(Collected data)
Start of Block

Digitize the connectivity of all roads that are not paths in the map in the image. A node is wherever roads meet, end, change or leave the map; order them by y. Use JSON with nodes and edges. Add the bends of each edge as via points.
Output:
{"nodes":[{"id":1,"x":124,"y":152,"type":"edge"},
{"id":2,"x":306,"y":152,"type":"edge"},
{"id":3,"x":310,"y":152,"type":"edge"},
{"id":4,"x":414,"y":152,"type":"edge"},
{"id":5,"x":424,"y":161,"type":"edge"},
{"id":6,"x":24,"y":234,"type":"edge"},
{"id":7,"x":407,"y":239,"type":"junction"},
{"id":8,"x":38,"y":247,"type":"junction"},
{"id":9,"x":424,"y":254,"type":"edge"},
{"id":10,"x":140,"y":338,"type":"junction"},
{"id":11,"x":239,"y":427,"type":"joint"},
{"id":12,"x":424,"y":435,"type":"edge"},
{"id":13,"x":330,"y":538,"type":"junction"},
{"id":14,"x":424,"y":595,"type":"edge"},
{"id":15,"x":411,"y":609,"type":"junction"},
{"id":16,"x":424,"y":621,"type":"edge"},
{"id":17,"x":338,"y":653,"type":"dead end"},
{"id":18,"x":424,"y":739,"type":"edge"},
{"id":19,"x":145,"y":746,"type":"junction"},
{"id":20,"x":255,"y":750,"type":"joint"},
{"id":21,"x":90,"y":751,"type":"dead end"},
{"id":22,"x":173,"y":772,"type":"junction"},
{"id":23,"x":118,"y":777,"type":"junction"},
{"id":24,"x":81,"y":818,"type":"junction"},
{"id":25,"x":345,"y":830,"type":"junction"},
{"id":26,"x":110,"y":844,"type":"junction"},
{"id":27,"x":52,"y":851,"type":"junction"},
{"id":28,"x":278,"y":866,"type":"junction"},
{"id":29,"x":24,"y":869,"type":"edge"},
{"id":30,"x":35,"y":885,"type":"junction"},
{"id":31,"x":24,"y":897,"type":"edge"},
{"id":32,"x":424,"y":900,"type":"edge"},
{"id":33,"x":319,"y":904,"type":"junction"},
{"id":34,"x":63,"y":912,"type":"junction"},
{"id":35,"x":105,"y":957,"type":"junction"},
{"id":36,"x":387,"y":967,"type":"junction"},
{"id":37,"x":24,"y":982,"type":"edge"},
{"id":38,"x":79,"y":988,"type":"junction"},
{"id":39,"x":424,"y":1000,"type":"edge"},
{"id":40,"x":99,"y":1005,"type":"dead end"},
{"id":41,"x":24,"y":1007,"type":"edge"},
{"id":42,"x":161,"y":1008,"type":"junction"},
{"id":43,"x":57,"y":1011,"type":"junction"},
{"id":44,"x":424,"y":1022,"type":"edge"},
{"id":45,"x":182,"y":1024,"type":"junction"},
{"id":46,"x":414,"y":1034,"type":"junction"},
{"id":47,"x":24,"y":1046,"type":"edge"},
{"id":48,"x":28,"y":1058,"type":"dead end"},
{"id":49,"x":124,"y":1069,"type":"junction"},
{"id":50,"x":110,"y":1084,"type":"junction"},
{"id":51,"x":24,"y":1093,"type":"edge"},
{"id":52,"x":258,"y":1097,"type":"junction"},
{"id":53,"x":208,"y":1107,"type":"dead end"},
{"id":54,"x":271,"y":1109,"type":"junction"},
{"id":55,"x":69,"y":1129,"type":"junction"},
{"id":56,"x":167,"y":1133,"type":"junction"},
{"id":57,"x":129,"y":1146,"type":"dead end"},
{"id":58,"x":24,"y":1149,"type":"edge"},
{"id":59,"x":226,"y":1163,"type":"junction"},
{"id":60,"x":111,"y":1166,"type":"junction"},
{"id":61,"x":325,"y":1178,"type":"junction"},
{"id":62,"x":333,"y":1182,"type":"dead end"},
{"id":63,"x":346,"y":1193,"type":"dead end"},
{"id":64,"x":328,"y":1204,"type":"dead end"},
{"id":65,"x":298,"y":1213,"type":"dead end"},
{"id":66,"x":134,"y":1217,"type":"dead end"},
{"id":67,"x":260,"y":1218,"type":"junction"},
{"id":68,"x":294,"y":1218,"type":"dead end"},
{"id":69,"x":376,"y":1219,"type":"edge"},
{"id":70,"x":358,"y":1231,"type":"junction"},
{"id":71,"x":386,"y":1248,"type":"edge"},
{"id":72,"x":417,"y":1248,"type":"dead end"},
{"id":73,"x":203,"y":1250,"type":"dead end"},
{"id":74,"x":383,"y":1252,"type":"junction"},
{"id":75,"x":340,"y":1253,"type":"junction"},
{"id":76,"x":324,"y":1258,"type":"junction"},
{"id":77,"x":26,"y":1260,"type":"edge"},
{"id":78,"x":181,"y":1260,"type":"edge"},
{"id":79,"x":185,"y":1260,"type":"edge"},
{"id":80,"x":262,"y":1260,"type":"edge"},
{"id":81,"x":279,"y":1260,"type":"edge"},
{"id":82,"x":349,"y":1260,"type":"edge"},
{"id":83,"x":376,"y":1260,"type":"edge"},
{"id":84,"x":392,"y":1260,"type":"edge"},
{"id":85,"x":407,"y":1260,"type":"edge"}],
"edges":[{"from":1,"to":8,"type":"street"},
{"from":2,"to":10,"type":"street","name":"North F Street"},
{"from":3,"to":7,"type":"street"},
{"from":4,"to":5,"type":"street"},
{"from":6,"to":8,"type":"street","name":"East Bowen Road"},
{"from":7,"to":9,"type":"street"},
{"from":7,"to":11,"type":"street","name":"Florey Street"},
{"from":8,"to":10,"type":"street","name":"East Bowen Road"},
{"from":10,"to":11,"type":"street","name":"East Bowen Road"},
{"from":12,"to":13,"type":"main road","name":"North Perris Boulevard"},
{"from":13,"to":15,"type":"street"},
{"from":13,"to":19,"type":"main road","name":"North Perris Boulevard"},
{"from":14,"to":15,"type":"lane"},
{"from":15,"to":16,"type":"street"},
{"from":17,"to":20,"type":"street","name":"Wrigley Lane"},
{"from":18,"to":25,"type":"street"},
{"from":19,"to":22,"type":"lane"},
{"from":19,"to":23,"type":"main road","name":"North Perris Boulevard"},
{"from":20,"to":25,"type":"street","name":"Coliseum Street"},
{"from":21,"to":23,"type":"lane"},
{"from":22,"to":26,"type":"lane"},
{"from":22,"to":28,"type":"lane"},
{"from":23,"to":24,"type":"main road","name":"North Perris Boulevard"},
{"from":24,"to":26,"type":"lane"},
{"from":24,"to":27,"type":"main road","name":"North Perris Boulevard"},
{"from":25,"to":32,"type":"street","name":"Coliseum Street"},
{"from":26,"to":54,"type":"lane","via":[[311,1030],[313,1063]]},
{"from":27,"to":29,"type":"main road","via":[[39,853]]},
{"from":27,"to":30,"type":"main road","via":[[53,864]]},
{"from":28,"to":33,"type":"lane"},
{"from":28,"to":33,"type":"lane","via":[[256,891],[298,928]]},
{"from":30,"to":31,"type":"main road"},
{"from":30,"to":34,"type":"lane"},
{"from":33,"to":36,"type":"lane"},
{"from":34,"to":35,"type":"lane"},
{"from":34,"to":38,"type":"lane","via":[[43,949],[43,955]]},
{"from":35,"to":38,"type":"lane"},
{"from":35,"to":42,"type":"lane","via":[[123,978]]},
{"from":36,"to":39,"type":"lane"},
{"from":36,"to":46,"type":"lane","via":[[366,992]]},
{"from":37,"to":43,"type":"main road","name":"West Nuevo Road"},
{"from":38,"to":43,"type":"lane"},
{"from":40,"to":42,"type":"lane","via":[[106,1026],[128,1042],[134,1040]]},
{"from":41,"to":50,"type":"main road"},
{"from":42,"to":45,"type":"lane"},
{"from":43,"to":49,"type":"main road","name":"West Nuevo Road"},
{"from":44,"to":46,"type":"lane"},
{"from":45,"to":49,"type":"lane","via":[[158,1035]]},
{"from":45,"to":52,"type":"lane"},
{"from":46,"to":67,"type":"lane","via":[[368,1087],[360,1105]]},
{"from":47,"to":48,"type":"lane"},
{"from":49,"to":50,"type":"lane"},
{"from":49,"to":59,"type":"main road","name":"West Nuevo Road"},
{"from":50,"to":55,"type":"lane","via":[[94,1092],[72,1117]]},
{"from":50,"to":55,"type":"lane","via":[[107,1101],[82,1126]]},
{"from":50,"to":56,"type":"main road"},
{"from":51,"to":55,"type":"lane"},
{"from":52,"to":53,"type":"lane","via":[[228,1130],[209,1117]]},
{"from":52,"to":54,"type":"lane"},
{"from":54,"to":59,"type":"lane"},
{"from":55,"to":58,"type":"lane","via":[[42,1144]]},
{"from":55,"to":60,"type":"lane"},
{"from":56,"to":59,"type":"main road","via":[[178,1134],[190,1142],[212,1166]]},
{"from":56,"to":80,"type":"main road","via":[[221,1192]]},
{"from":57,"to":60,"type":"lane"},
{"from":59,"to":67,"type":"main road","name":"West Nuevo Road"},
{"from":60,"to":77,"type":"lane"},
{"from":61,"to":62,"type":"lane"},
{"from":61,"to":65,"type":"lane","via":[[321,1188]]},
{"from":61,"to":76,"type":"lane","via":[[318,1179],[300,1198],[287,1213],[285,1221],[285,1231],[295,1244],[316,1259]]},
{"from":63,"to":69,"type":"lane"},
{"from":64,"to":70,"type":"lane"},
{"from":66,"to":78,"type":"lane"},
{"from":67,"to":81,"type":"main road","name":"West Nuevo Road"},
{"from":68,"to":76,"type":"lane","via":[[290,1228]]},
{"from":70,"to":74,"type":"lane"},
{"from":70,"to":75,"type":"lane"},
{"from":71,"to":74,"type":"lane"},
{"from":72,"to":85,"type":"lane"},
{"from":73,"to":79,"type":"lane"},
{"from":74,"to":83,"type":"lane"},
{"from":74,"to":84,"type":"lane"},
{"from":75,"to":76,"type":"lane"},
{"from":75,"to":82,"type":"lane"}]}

End of Block

TO DO —
Please work out how many lines in the records hold the string "nodes", and give only the number.

TASK RESULT —
2